Monday’s Technology Review carries a glowing tribute to Apple iPhone security according to its author, Simson Garfinkel, a contributing editor who works in computer forensics and is highly regarded as a leader in digital forensics. He says Apple has passed a threshold “Today the Apple iPhone 4S and iPad 3 are trustworthy mobile computing systems that can be used for mobile payments, e-commerce, and the delivery of high-quality paid programming,” thanks to Apple’s heavy investment in iPhone security. That is where “threshold” comes in. Apple has crossed it. Even law enforcement cannot perform forensic examinations of Apple devices seized from criminals, he said.
iPhone has a security architecture that is so sturdy and so tightly woven into its hardware and software that it is easy for consumers to use encryption on their phones and difficult for someone else to steal the encrypted information, he stated.

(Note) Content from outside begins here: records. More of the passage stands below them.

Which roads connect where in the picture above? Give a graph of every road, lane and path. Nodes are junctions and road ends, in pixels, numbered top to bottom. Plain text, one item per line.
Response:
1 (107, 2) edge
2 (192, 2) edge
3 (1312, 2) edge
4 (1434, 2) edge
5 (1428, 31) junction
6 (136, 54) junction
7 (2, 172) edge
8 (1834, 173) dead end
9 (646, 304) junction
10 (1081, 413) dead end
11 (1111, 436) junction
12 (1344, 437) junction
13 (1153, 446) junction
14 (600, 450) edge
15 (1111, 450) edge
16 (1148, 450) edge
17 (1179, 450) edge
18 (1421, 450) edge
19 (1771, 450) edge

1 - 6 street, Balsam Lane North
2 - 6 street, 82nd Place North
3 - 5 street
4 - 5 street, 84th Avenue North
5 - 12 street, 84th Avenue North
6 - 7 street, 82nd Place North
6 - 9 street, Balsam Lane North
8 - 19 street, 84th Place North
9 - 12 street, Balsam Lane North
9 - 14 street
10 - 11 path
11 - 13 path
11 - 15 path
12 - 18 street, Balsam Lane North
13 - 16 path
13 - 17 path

The key to Apple’s security architecture strengths is the Advanced Encryption Standard algorithm (AES), a data-scrambling system adopted as a U.S.government standard in 2001. After over ten years of exhaustive analysis, he said, AES is still widely regarded as unbreakable.
(In August last year, AES was cracked, by a team of researchers from Microsoft, Research, KU Leuven and ENS Paris. It was a theoretical, or “academic” crack, with no practical implications. Despite being four times easier than other methods, the number of steps required to crack AES-128 was an 8 followed by 37 zeroes, said one of the team members.”To put this into perspective: on a trillion machines, that each could test a billion keys per second, it would take more than two billion years to recover an AES-128 key,” the Leuven University researcher added. Still, their attack unsettled some assumptions about AES.)